Michał Karkut, sołtys Kolbuszowej Górnej, na portalu społecznościowym postanowił podzielić się tym, co zastał na ul. prof. Żytkowskiego. Nazwał to cudem przedwyborczym. Oto co o tym napisał:
„Przez wiele lat mieszkańcy tej ulicy nie mogli się doprosić aby dokończyć tę drogę i połączyć ją z obecną ulicą Krzaklewskiego (od strony szpitala). Dziś, gdy zobaczyłem efekt prac, to aż dwie fotki zrobiłem! Szok! Jak to teraz nagle i dokumentacja jest i pieniądze na kostkę się znalazły. To niedorzeczne aby tak przed samymi wyborami nagle wszystko robić. Ludzie przecież nie są głupi i widzą co się dzieje. Zgadzam się z tym co przy tej drodze usłyszałem: to kampania za publiczne pieniądze”.
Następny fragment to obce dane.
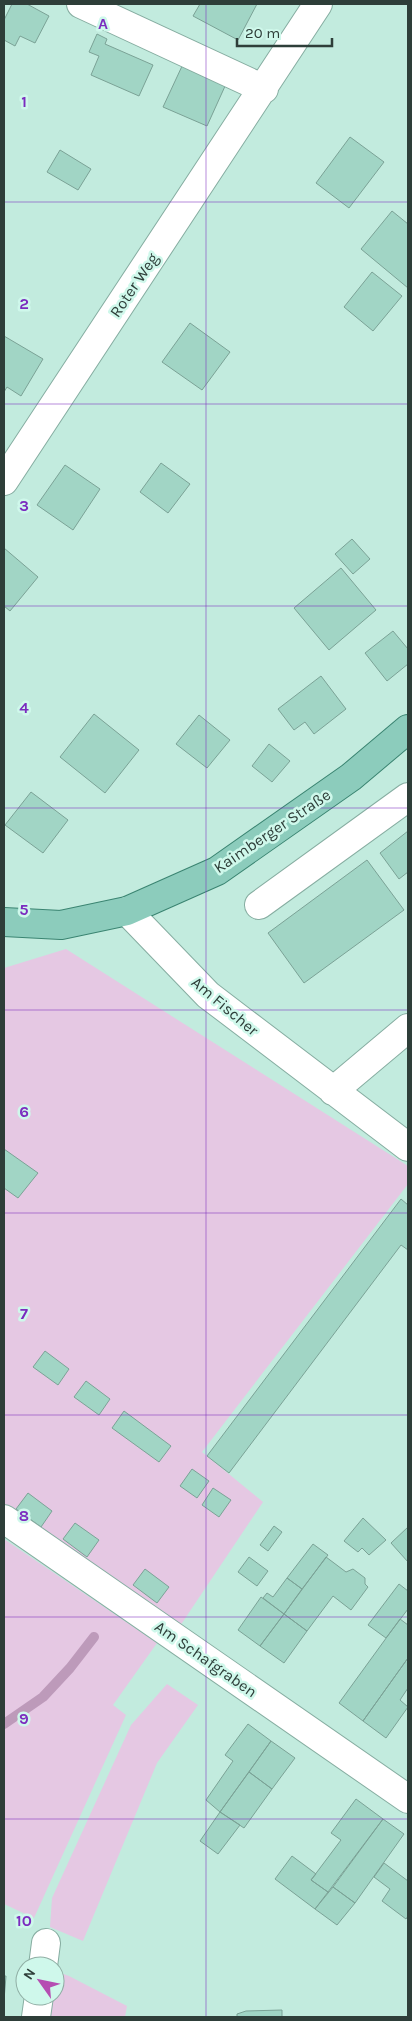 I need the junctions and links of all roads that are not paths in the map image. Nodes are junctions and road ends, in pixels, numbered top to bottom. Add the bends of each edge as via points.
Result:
1 (81, 4) edge
2 (318, 4) edge
3 (264, 89) junction
4 (4, 480) edge
5 (408, 729) edge
6 (408, 797) edge
7 (259, 905) dead end
8 (127, 911) junction
9 (4, 922) edge
10 (408, 1028) edge
11 (333, 1091) junction
12 (408, 1148) edge
13 (4, 1519) edge
14 (408, 1798) edge

1 - 3 street
2 - 3 street, Roter Weg
3 - 4 street, Roter Weg
5 - 8 main road, Kaimberger Straße via 352,777 217,871
6 - 7 street
8 - 9 main road, Kaimberger Straße via 61,924
8 - 11 street, Am Fischer via 208,995
10 - 11 street
11 - 12 street, Am Fischer
13 - 14 street, Am Schafgraben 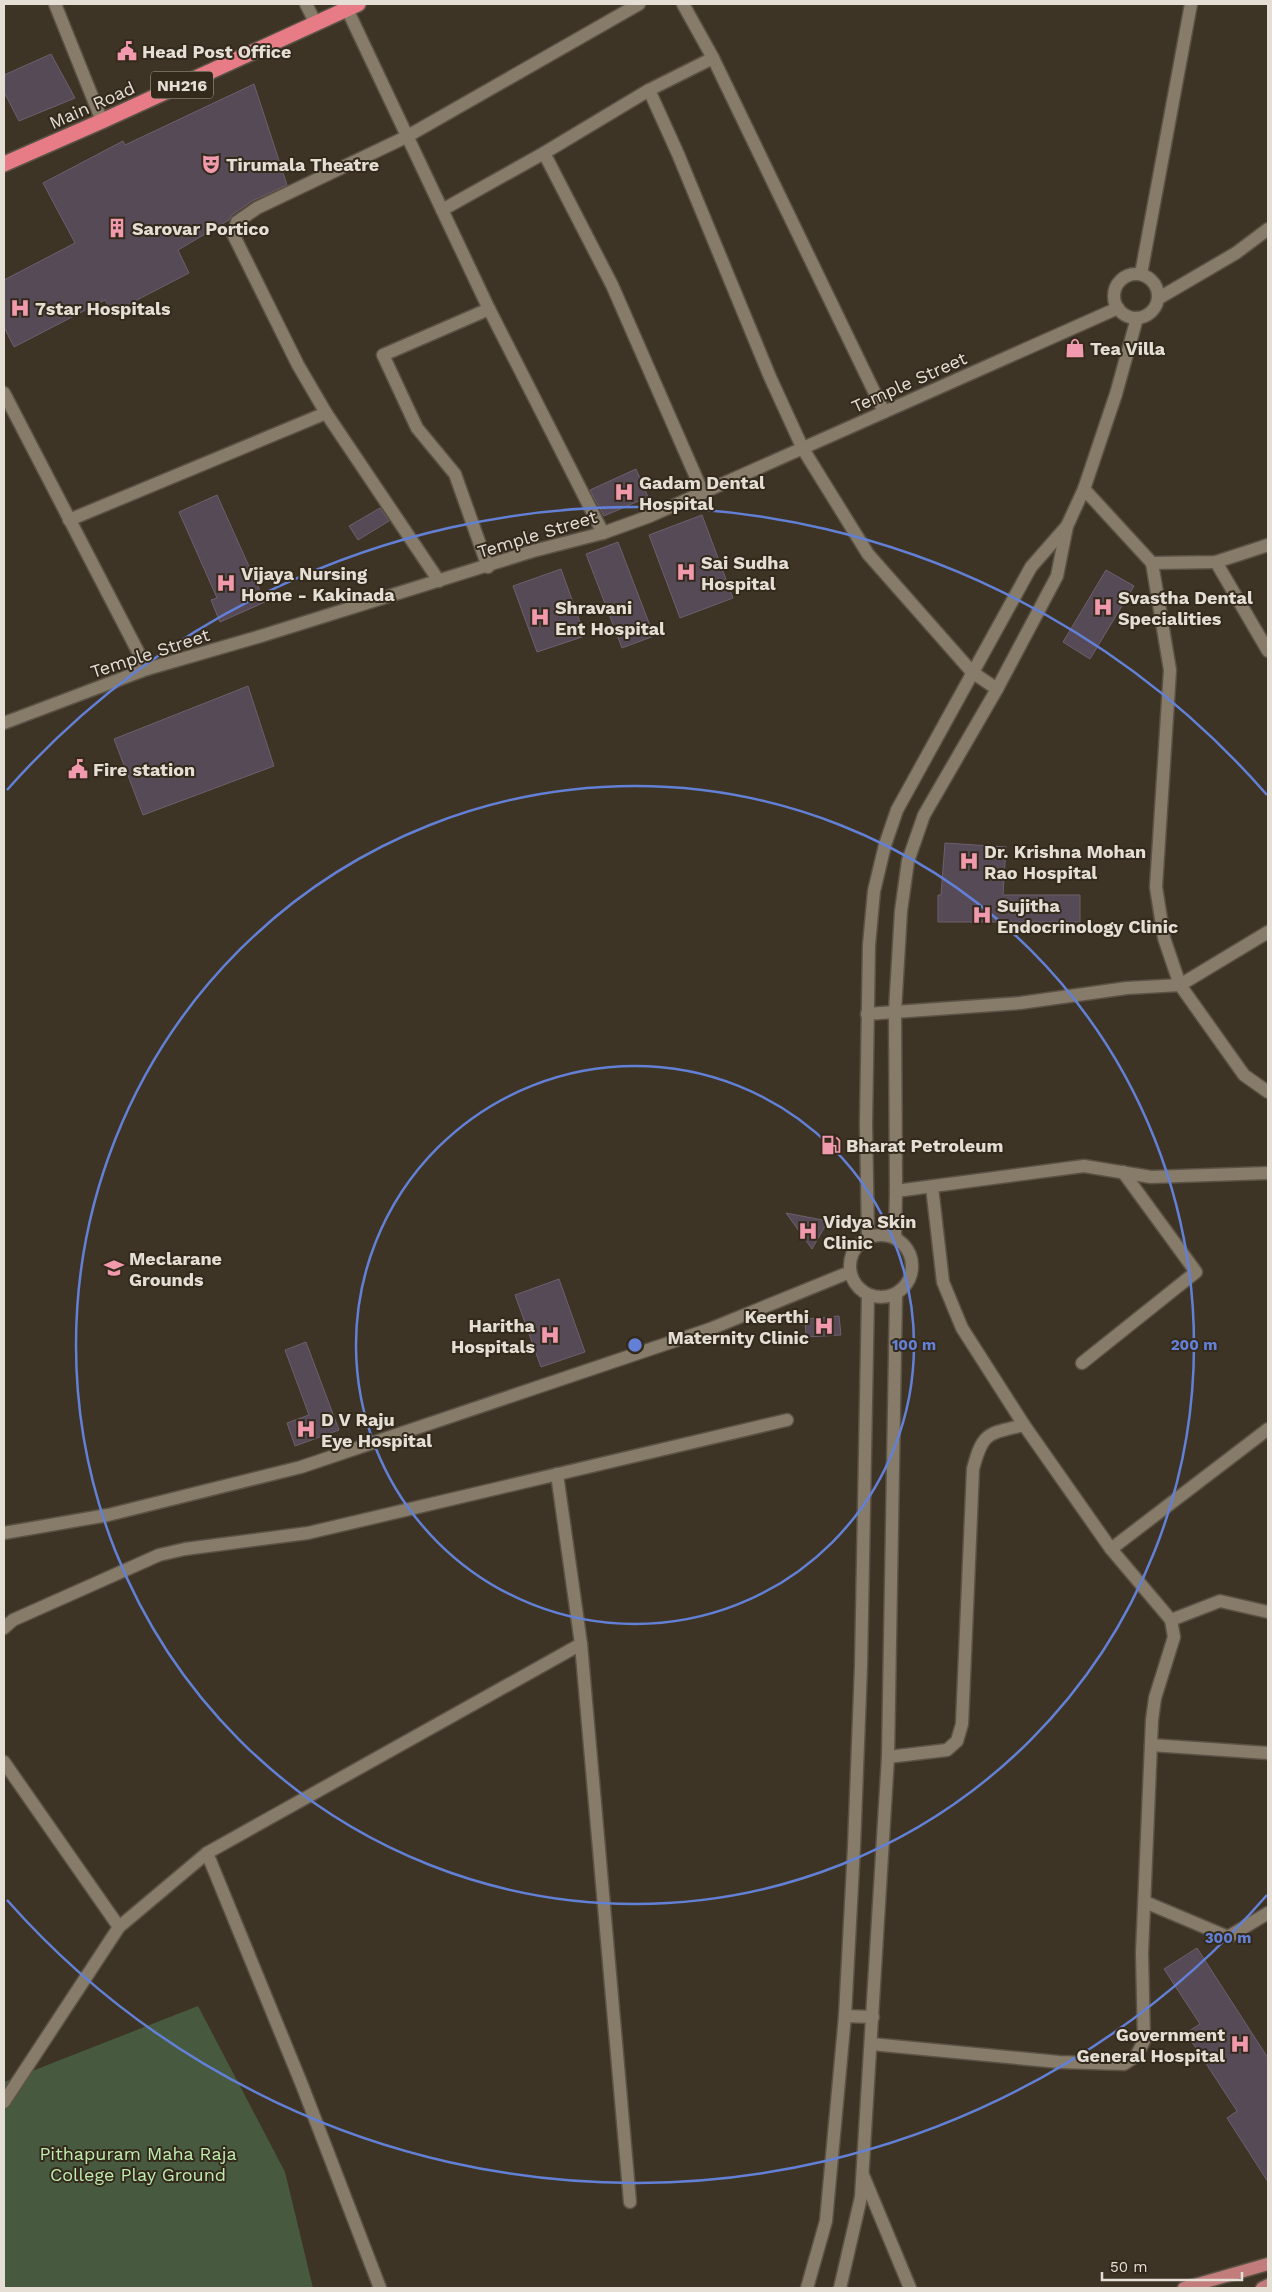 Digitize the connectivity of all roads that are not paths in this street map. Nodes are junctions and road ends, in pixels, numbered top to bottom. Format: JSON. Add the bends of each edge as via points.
{"nodes":[{"id":1,"x":55,"y":4,"type":"edge"},
{"id":2,"x":306,"y":4,"type":"edge"},
{"id":3,"x":639,"y":4,"type":"edge"},
{"id":4,"x":683,"y":4,"type":"edge"},
{"id":5,"x":1191,"y":4,"type":"edge"},
{"id":6,"x":353,"y":6,"type":"edge"},
{"id":7,"x":316,"y":24,"type":"junction"},
{"id":8,"x":713,"y":58,"type":"junction"},
{"id":9,"x":649,"y":90,"type":"junction"},
{"id":10,"x":102,"y":121,"type":"junction"},
{"id":11,"x":406,"y":137,"type":"junction"},
{"id":12,"x":544,"y":153,"type":"junction"},
{"id":13,"x":4,"y":164,"type":"edge"},
{"id":14,"x":442,"y":210,"type":"junction"},
{"id":15,"x":1268,"y":229,"type":"edge"},
{"id":16,"x":1141,"y":274,"type":"junction"},
{"id":17,"x":1158,"y":298,"type":"junction"},
{"id":18,"x":1118,"y":308,"type":"junction"},
{"id":19,"x":489,"y":309,"type":"junction"},
{"id":20,"x":1136,"y":318,"type":"junction"},
{"id":21,"x":4,"y":393,"type":"edge"},
{"id":22,"x":884,"y":412,"type":"junction"},
{"id":23,"x":326,"y":413,"type":"junction"},
{"id":24,"x":803,"y":449,"type":"junction"},
{"id":25,"x":1084,"y":489,"type":"junction"},
{"id":26,"x":703,"y":493,"type":"junction"},
{"id":27,"x":69,"y":520,"type":"junction"},
{"id":28,"x":1067,"y":526,"type":"junction"},
{"id":29,"x":603,"y":533,"type":"junction"},
{"id":30,"x":1268,"y":545,"type":"edge"},
{"id":31,"x":1216,"y":562,"type":"junction"},
{"id":32,"x":1152,"y":563,"type":"junction"},
{"id":33,"x":488,"y":567,"type":"junction"},
{"id":34,"x":439,"y":581,"type":"junction"},
{"id":35,"x":1268,"y":651,"type":"edge"},
{"id":36,"x":147,"y":669,"type":"junction"},
{"id":37,"x":972,"y":672,"type":"junction"},
{"id":38,"x":997,"y":689,"type":"junction"},
{"id":39,"x":4,"y":723,"type":"edge"},
{"id":40,"x":1268,"y":932,"type":"edge"},
{"id":41,"x":1180,"y":985,"type":"junction"},
{"id":42,"x":895,"y":1011,"type":"junction"},
{"id":43,"x":867,"y":1014,"type":"junction"},
{"id":44,"x":1268,"y":1092,"type":"edge"},
{"id":45,"x":1123,"y":1172,"type":"junction"},
{"id":46,"x":1268,"y":1173,"type":"edge"},
{"id":47,"x":932,"y":1187,"type":"junction"},
{"id":48,"x":896,"y":1191,"type":"junction"},
{"id":49,"x":868,"y":1237,"type":"junction"},
{"id":50,"x":894,"y":1237,"type":"junction"},
{"id":51,"x":850,"y":1272,"type":"junction"},
{"id":52,"x":896,"y":1294,"type":"junction"},
{"id":53,"x":868,"y":1295,"type":"junction"},
{"id":54,"x":1082,"y":1363,"type":"dead end"},
{"id":55,"x":787,"y":1420,"type":"dead end"},
{"id":56,"x":1024,"y":1425,"type":"junction"},
{"id":57,"x":1268,"y":1429,"type":"edge"},
{"id":58,"x":557,"y":1474,"type":"junction"},
{"id":59,"x":4,"y":1533,"type":"edge"},
{"id":60,"x":1112,"y":1549,"type":"junction"},
{"id":61,"x":1268,"y":1612,"type":"edge"},
{"id":62,"x":1171,"y":1620,"type":"junction"},
{"id":63,"x":4,"y":1628,"type":"edge"},
{"id":64,"x":581,"y":1644,"type":"junction"},
{"id":65,"x":1151,"y":1744,"type":"junction"},
{"id":66,"x":1268,"y":1753,"type":"edge"},
{"id":67,"x":888,"y":1757,"type":"junction"},
{"id":68,"x":4,"y":1762,"type":"edge"},
{"id":69,"x":208,"y":1853,"type":"junction"},
{"id":70,"x":1144,"y":1902,"type":"junction"},
{"id":71,"x":1268,"y":1913,"type":"edge"},
{"id":72,"x":118,"y":1927,"type":"junction"},
{"id":73,"x":845,"y":2016,"type":"junction"},
{"id":74,"x":873,"y":2017,"type":"junction"},
{"id":75,"x":871,"y":2044,"type":"junction"},
{"id":76,"x":4,"y":2102,"type":"edge"},
{"id":77,"x":862,"y":2173,"type":"junction"},
{"id":78,"x":630,"y":2202,"type":"dead end"},
{"id":79,"x":1268,"y":2264,"type":"edge"},
{"id":80,"x":1268,"y":2286,"type":"edge"},
{"id":81,"x":380,"y":2288,"type":"edge"},
{"id":82,"x":807,"y":2288,"type":"edge"},
{"id":83,"x":840,"y":2288,"type":"edge"},
{"id":84,"x":910,"y":2288,"type":"edge"},
{"id":85,"x":1184,"y":2288,"type":"edge"},
{"id":86,"x":1262,"y":2288,"type":"edge"}],
"edges":[{"from":1,"to":10,"type":"street"},
{"from":2,"to":7,"type":"street"},
{"from":3,"to":11,"type":"street"},
{"from":4,"to":8,"type":"street"},
{"from":5,"to":16,"type":"street"},
{"from":6,"to":7,"type":"highway","name":"Main Road","number":"NH216"},
{"from":6,"to":11,"type":"street"},
{"from":7,"to":10,"type":"highway","name":"Main Road","number":"NH216"},
{"from":8,"to":9,"type":"street"},
{"from":8,"to":22,"type":"street"},
{"from":9,"to":12,"type":"street"},
{"from":9,"to":24,"type":"street"},
{"from":10,"to":13,"type":"highway","name":"Main Road","number":"NH216"},
{"from":11,"to":14,"type":"street"},
{"from":11,"to":23,"type":"street","via":[[257,208],[237,222],[233,234],[298,365]]},
{"from":12,"to":14,"type":"street"},
{"from":12,"to":26,"type":"street","via":[[612,284]]},
{"from":14,"to":19,"type":"street"},
{"from":15,"to":17,"type":"street","via":[[1236,253]]},
{"from":16,"to":17,"type":"street","via":[[1154,282]]},
{"from":16,"to":18,"type":"street","via":[[1132,273],[1118,283],[1114,291]]},
{"from":17,"to":20,"type":"street","via":[[1152,312]]},
{"from":18,"to":20,"type":"street","via":[[1123,314]]},
{"from":18,"to":22,"type":"street","name":"Temple Street"},
{"from":19,"to":29,"type":"street"},
{"from":19,"to":33,"type":"street","via":[[383,354],[417,428],[455,474]]},
{"from":20,"to":25,"type":"street","via":[[1116,394]]},
{"from":21,"to":27,"type":"street"},
{"from":22,"to":24,"type":"street","name":"Temple Street"},
{"from":23,"to":27,"type":"street"},
{"from":23,"to":34,"type":"street"},
{"from":24,"to":26,"type":"street","name":"Temple Street"},
{"from":24,"to":37,"type":"street","via":[[868,554]]},
{"from":25,"to":28,"type":"street"},
{"from":25,"to":32,"type":"street"},
{"from":26,"to":29,"type":"street","name":"Temple Street"},
{"from":27,"to":36,"type":"street"},
{"from":28,"to":37,"type":"street","via":[[1031,567]]},
{"from":28,"to":38,"type":"street","via":[[1057,576]]},
{"from":29,"to":33,"type":"street","name":"Temple Street","via":[[533,551]]},
{"from":30,"to":31,"type":"street"},
{"from":31,"to":32,"type":"street"},
{"from":31,"to":35,"type":"street"},
{"from":32,"to":41,"type":"street","via":[[1170,670],[1156,887],[1164,938]]},
{"from":33,"to":34,"type":"street","name":"Temple Street"},
{"from":34,"to":36,"type":"street","name":"Temple Street"},
{"from":36,"to":39,"type":"street","name":"Temple Street"},
{"from":37,"to":38,"type":"street"},
{"from":37,"to":43,"type":"street","via":[[897,810],[885,845],[874,891]]},
{"from":38,"to":42,"type":"street","via":[[924,815],[908,861],[901,911]]},
{"from":40,"to":41,"type":"street"},
{"from":41,"to":42,"type":"street","via":[[1127,988],[1020,1003]]},
{"from":41,"to":44,"type":"street","via":[[1244,1075]]},
{"from":42,"to":43,"type":"street"},
{"from":42,"to":48,"type":"street"},
{"from":43,"to":49,"type":"street"},
{"from":45,"to":46,"type":"street","via":[[1152,1177]]},
{"from":45,"to":47,"type":"street","via":[[1084,1166]]},
{"from":45,"to":54,"type":"street","via":[[1196,1272]]},
{"from":47,"to":48,"type":"street"},
{"from":47,"to":56,"type":"street","via":[[944,1282],[962,1328]]},
{"from":48,"to":50,"type":"street"},
{"from":49,"to":50,"type":"street","via":[[881,1234]]},
{"from":49,"to":51,"type":"street","via":[[850,1258]]},
{"from":50,"to":52,"type":"street","via":[[906,1246],[912,1259],[912,1273]]},
{"from":51,"to":53,"type":"street","via":[[857,1286]]},
{"from":51,"to":59,"type":"street","via":[[710,1329],[301,1467],[108,1516]]},
{"from":52,"to":53,"type":"street"},
{"from":52,"to":67,"type":"street"},
{"from":53,"to":73,"type":"street","via":[[861,1666]]},
{"from":55,"to":58,"type":"street"},
{"from":56,"to":60,"type":"street"},
{"from":56,"to":67,"type":"street","via":[[992,1433],[979,1446],[973,1469],[962,1724],[957,1741],[947,1750]]},
{"from":57,"to":60,"type":"street"},
{"from":58,"to":63,"type":"street","via":[[308,1533],[185,1549],[159,1556],[13,1620]]},
{"from":58,"to":64,"type":"street"},
{"from":60,"to":62,"type":"street"},
{"from":61,"to":62,"type":"street","via":[[1220,1600]]},
{"from":62,"to":65,"type":"street","via":[[1174,1637],[1155,1698]]},
{"from":64,"to":69,"type":"street"},
{"from":64,"to":78,"type":"street"},
{"from":65,"to":66,"type":"street"},
{"from":65,"to":70,"type":"street"},
{"from":67,"to":74,"type":"street"},
{"from":68,"to":72,"type":"street"},
{"from":69,"to":72,"type":"street"},
{"from":69,"to":81,"type":"street"},
{"from":70,"to":71,"type":"street","via":[[1228,1937]]},
{"from":70,"to":75,"type":"street","via":[[1144,2041],[1136,2056],[1124,2064],[1059,2062]]},
{"from":72,"to":76,"type":"street"},
{"from":73,"to":74,"type":"street"},
{"from":73,"to":82,"type":"street","via":[[826,2221]]},
{"from":74,"to":75,"type":"street"},
{"from":75,"to":77,"type":"street"},
{"from":77,"to":83,"type":"street","via":[[860,2197]]},
{"from":77,"to":84,"type":"street"},
{"from":79,"to":85,"type":"main road"},
{"from":80,"to":86,"type":"main road"}]} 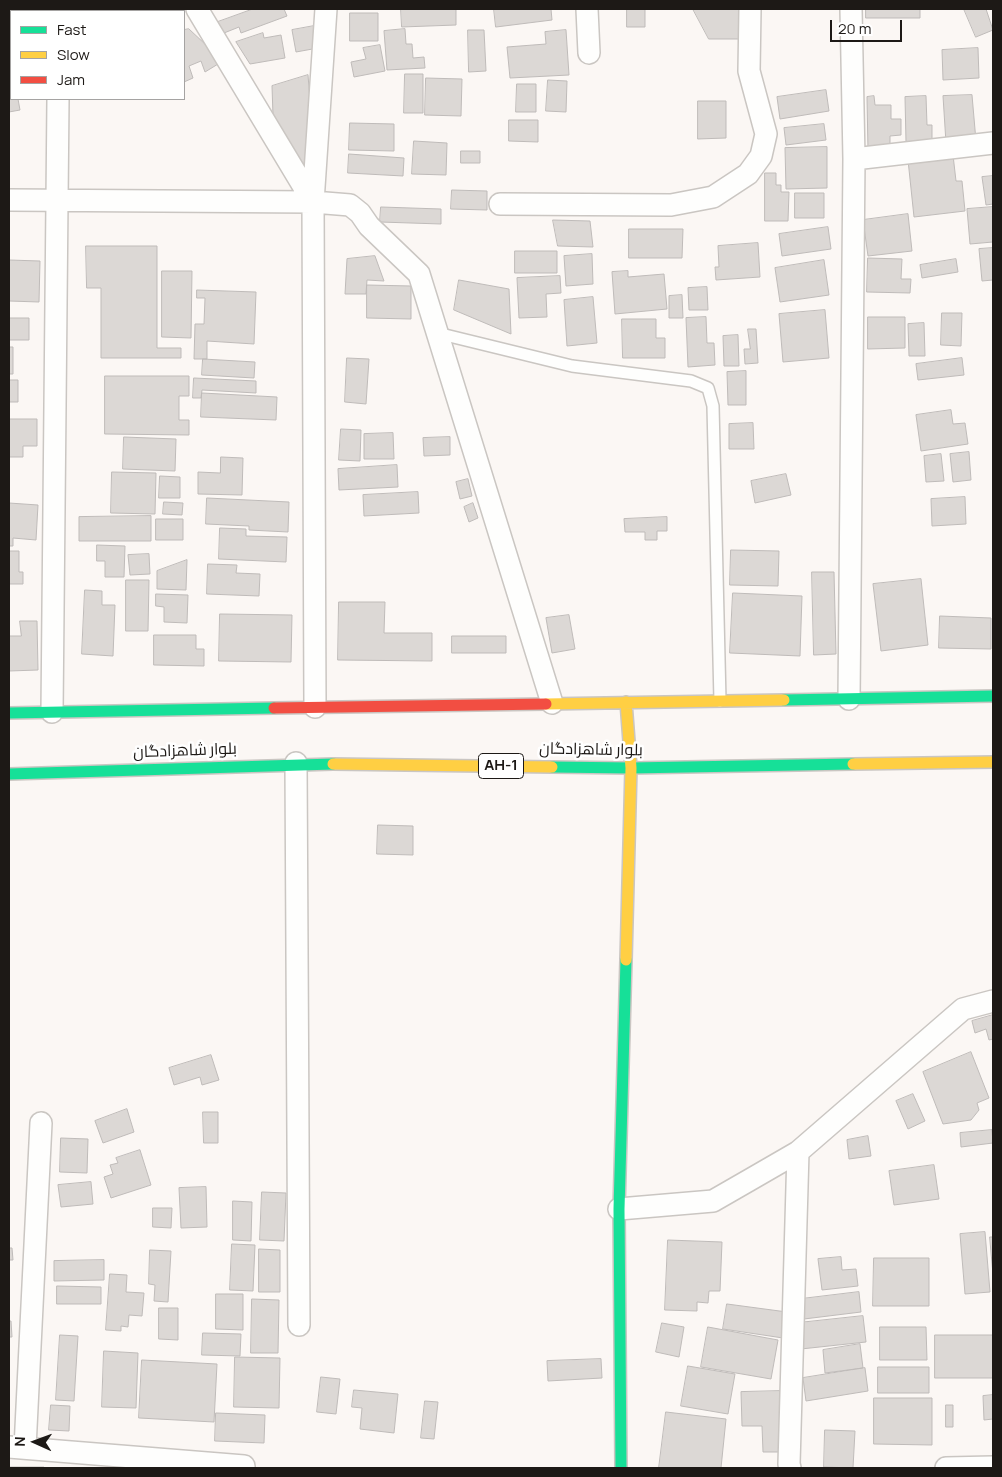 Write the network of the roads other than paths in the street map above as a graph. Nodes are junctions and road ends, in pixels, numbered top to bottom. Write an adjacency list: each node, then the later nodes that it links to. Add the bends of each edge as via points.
1 (197, 9): 12 (street)
2 (326, 9): 12 (street)
3 (586, 9): 6 (street)
4 (750, 9): 13 (street, via 749,71 766,134 761,156 748,174 713,197 671,205)
5 (851, 9): 9 (street)
6 (588, 53)
7 (58, 100): 10 (street)
8 (993, 143): 9 (street)
9 (854, 160): 16 (street)
10 (56, 199): 11 (street); 12 (street); 21 (street)
11 (9, 200)
12 (313, 202): 14 (street, via 350,204 420,274); 20 (street)
13 (500, 204)
14 (437, 333): 17 (lane, via 572,366 692,381 708,388 713,406); 19 (street)
15 (993, 696): 16 (main road)
16 (849, 699): 17 (main road)
17 (720, 701): 18 (main road)
18 (626, 702): 19 (main road); 25 (main road)
19 (552, 703): 20 (main road)
20 (315, 706): 21 (main road)
21 (52, 712): 22 (main road)
22 (9, 714)
23 (993, 762): 25 (main road, بلوار شاهزادگان / AH-1)
24 (296, 763): 25 (main road, بلوار شاهزادگان / AH-1); 26 (main road, بلوار شاهزادگان / AH-1); 31 (street)
25 (631, 768): 30 (main road)
26 (9, 774)
27 (993, 1001): 29 (street, via 963,1010)
28 (41, 1123): 32 (street)
29 (798, 1152): 30 (street, via 713,1201); 36 (street)
30 (619, 1209): 35 (main road)
31 (300, 1325)
32 (17, 1447): 33 (street)
33 (244, 1466)
34 (993, 1467): 37 (street)
35 (620, 1468)
36 (790, 1468)
37 (946, 1468)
– Michał, nie narzekaj. Lepiej późno niż wcale, przecież to jest dla ludzi, a każdy i tak głosuje zgodnie ze swoim sumieniem – napisała jedna z komentujących . – Nie narzekam, tylko zwracam uwagę, jak to jest niepoważne aby przekładać inwestycje w czasie i robić je na pokaz tuż przed wyborami. To trzeba zmienić – odpowiedział Michał Karkut, który jesienią najprawdopodobniej będzie ubiegał się o fotel burmistrza Kolbuszowej. Co więcej, zamierza też zawalczyć o Radę Miejską.